On the Role of Ca 2+ - and Voltage-Dependent Inactivation in Ca v 1.2 Sensitivity for the Phenylalkylamine (-)Gallopamil

Abstract

Abstract— L-type calcium channels (Ca v 1.m) inactivate in response to elevation of intracellular Ca 2+ (Ca 2+ -dependent inactivation) and additionally by conformational changes induced by membrane depolarization (fast and slow voltage-dependent inactivation). Molecular determinants of inactivation play an essential role in channel inhibition by phenylalkylamines (PAAs). The relative impacts, however, of Ca 2+ -dependent and voltage-dependent inactivation in Ca v 1.2 sensitivity for PAAs remain unknown. In order to analyze the role of the different inactivation processes, we expressed Ca v 1.2 constructs composed of different β-subunits (β 1a -, β 2a -, or β 3 -subunit) in Xenopus oocytes and estimated their (-)gallopamil sensitivity by means of the two-microelectrode voltage clamp with either Ba 2+ or Ca 2+ as charge carrier.
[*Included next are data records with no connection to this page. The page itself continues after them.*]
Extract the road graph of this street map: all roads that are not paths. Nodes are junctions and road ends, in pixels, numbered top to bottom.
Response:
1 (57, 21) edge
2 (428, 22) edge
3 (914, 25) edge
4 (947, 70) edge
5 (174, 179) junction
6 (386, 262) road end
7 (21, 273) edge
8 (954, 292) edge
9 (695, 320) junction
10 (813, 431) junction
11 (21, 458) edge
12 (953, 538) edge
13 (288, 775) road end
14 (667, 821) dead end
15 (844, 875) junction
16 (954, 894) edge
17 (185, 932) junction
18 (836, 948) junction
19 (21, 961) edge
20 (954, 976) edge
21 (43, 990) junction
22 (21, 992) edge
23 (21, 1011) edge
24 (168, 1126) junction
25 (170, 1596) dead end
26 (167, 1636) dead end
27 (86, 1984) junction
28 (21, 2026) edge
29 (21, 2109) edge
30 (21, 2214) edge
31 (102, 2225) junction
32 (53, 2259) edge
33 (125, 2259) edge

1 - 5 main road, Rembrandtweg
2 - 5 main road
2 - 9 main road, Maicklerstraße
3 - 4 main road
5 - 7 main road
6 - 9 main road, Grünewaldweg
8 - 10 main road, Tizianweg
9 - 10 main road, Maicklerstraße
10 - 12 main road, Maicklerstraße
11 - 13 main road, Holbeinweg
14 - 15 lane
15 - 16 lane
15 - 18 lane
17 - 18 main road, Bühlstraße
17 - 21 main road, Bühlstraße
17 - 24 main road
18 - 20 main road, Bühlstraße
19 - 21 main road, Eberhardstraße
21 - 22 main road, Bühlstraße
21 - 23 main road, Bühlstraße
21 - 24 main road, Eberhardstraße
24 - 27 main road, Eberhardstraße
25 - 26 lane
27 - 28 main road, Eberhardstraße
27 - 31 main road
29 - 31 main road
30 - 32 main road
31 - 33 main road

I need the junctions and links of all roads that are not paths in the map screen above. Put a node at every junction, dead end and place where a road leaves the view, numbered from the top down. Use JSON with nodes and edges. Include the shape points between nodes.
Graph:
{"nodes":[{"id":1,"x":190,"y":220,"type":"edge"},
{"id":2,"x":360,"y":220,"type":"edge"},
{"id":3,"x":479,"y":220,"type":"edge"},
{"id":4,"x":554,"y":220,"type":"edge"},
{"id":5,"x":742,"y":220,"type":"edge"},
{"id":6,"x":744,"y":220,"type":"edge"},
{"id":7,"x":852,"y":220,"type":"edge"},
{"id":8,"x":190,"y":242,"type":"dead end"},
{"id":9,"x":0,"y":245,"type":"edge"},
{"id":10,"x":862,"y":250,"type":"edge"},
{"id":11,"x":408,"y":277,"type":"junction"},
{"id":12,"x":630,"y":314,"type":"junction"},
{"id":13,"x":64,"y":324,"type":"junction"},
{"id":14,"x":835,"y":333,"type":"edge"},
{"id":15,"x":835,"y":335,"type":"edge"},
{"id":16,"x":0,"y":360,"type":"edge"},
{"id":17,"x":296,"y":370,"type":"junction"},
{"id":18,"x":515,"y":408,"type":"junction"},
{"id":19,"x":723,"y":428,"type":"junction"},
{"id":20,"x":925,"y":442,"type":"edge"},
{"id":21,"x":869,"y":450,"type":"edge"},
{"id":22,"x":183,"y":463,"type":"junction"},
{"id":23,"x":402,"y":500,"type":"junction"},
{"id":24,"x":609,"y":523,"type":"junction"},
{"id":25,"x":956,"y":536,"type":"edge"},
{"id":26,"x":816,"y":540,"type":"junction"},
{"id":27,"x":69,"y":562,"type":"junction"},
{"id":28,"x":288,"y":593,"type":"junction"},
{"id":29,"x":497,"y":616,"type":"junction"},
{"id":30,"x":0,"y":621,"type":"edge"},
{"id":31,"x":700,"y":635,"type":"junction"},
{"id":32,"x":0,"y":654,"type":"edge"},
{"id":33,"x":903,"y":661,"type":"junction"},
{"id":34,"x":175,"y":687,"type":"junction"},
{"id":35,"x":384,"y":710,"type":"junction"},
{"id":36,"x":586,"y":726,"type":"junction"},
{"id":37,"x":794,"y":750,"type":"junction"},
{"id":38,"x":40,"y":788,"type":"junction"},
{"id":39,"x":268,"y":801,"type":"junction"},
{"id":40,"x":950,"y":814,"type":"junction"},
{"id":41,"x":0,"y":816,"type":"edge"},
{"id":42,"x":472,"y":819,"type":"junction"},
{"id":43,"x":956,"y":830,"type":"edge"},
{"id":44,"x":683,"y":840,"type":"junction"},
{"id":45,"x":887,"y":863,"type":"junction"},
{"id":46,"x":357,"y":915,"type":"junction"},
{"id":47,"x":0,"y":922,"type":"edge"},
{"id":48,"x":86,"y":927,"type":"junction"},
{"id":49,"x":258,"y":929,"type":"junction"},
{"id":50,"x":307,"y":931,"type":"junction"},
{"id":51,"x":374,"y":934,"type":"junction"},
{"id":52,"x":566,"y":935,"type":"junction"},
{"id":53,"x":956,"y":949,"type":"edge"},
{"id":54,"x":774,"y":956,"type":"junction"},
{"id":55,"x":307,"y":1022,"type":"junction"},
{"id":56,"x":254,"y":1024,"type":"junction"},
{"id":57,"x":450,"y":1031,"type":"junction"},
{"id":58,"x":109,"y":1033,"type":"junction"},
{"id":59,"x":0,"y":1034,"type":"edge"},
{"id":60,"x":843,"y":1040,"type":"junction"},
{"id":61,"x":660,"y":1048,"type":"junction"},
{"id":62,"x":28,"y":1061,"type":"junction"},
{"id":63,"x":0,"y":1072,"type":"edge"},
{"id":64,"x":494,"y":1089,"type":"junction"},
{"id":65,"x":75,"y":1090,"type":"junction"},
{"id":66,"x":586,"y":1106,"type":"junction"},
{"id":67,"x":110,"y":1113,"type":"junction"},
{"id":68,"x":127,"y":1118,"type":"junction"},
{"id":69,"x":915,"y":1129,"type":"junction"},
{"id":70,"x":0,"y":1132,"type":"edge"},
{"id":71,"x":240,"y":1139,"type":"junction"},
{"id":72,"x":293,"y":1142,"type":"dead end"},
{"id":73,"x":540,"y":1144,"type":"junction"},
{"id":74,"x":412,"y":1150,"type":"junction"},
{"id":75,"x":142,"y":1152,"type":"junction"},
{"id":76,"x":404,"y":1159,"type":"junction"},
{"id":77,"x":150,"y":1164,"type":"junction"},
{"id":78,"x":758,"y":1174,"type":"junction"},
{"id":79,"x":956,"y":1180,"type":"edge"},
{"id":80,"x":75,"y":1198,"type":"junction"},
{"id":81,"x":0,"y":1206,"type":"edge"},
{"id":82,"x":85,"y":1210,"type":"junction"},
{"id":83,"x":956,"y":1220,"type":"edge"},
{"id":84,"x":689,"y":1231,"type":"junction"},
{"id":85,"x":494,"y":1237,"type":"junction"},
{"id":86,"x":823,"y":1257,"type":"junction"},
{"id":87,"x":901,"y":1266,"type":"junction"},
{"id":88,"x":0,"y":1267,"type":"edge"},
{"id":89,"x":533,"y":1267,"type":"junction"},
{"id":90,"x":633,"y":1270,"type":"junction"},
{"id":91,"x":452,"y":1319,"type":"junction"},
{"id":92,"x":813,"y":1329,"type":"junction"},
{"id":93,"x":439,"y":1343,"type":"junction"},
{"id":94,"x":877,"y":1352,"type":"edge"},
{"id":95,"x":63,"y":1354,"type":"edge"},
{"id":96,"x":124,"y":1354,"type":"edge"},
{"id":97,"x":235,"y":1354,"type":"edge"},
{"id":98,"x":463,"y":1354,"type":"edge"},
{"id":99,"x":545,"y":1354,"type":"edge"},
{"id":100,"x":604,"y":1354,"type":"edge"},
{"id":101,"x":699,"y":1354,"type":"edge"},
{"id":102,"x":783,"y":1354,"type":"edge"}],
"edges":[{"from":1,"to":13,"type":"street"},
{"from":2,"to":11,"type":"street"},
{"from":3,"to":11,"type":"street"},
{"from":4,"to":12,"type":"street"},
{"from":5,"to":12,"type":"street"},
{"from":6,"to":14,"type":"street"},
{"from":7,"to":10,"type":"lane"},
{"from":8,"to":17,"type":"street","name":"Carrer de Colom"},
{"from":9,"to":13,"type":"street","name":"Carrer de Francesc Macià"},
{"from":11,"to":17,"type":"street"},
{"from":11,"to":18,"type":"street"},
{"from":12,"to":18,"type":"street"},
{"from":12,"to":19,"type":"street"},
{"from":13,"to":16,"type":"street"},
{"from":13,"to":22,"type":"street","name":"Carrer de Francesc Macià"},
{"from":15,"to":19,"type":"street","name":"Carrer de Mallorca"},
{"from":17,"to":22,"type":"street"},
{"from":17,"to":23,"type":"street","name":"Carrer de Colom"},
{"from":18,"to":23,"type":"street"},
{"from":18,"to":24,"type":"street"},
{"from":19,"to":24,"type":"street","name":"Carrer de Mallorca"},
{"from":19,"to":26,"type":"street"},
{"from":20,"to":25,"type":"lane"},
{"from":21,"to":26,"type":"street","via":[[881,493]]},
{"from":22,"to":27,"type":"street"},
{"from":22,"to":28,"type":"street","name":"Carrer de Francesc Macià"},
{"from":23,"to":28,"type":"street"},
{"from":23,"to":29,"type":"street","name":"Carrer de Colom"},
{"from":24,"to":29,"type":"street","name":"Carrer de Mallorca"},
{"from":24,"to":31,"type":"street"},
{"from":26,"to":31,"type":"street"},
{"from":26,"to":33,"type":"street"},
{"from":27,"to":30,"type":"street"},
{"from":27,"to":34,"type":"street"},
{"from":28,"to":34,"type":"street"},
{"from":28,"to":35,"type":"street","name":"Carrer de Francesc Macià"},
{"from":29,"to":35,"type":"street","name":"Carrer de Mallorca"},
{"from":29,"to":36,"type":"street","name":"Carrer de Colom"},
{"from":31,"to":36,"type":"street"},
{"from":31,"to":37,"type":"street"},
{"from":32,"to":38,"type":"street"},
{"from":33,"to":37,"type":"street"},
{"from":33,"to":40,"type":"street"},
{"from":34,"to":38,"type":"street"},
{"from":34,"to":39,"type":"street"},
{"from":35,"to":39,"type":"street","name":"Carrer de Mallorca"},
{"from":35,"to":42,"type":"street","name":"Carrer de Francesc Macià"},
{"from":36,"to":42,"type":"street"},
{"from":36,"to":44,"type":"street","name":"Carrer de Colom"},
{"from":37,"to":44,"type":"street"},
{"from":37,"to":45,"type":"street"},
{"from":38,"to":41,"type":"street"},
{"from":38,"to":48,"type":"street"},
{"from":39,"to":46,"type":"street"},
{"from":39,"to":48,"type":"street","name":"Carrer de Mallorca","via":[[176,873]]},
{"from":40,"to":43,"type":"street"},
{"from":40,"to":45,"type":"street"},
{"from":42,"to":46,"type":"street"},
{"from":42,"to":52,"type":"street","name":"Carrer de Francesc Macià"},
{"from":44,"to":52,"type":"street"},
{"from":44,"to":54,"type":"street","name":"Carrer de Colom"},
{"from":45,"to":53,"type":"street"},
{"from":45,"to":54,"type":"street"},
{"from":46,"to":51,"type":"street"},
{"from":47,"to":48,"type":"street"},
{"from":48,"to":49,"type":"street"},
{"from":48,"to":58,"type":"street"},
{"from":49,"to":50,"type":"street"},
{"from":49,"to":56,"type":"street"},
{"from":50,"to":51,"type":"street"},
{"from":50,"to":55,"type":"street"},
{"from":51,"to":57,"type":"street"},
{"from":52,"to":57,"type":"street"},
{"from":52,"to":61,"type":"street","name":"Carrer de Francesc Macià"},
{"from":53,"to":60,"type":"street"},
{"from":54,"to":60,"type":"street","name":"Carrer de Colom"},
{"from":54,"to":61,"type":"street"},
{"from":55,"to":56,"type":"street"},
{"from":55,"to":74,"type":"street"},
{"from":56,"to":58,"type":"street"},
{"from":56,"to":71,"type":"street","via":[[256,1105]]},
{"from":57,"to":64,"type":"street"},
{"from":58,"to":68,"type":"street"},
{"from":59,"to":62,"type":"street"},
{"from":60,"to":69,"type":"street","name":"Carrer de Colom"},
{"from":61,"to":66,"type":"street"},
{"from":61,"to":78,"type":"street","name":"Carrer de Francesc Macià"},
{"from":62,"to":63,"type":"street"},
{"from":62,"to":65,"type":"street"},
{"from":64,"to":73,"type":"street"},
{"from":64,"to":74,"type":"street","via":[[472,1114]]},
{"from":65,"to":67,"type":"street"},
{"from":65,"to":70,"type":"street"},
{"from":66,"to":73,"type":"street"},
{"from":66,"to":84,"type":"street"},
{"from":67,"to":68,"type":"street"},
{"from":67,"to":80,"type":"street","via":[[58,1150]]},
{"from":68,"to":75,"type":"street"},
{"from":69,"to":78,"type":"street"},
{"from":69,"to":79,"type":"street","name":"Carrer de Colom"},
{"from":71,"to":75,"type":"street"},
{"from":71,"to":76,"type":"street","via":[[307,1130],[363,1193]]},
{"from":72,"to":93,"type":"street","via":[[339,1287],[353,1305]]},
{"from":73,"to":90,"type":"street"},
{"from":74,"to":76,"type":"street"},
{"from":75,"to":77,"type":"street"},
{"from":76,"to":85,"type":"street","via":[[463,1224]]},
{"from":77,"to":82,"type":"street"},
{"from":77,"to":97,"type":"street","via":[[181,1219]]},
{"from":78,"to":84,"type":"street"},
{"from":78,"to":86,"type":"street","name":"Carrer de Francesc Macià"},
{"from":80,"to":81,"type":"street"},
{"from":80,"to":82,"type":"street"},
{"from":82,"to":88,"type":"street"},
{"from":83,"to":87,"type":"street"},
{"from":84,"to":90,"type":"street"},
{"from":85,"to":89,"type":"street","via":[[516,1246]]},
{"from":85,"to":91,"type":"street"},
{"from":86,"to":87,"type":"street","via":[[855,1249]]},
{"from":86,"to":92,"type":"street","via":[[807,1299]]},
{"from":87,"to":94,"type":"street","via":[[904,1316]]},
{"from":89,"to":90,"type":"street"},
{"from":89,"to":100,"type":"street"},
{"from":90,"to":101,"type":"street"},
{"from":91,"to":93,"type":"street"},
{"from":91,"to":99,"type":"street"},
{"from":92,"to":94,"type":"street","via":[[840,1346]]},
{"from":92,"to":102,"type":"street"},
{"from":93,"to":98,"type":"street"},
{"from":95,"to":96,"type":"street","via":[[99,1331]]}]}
Ca v 1.2 consisting of the β 2a -subunit displayed the slowest inactivation and the lowest apparent sensitivity for the PAA (-)gallopamil. A significantly higher apparent (-)gallopamil-sensitivity with Ca 2+ as charge carrier was observed for all 3 β-subunit compositions. The kinetics of Ca 2+ -dependent inactivation and slow voltage-dependent inactivation were not affected by drug. The higher sensitivity of the Ca v 1.2 channels for (-)gallopamil with Ca 2+ as charge carrier results from slower recovery (τ rec,Ca ≈15 seconds versus τ rec,Ba ≈3 to 5 seconds) from a PAA-induced channel conformation. We propose a model where (-)gallopamil promotes a fast voltage-dependent component in Ca v 1.2 inactivation. The model reproduces the higher drug sensitivity in Ca 2+ as well as the lower sensitivity of slowly inactivating Ca v 1.2 composed of the β 2a -subunit.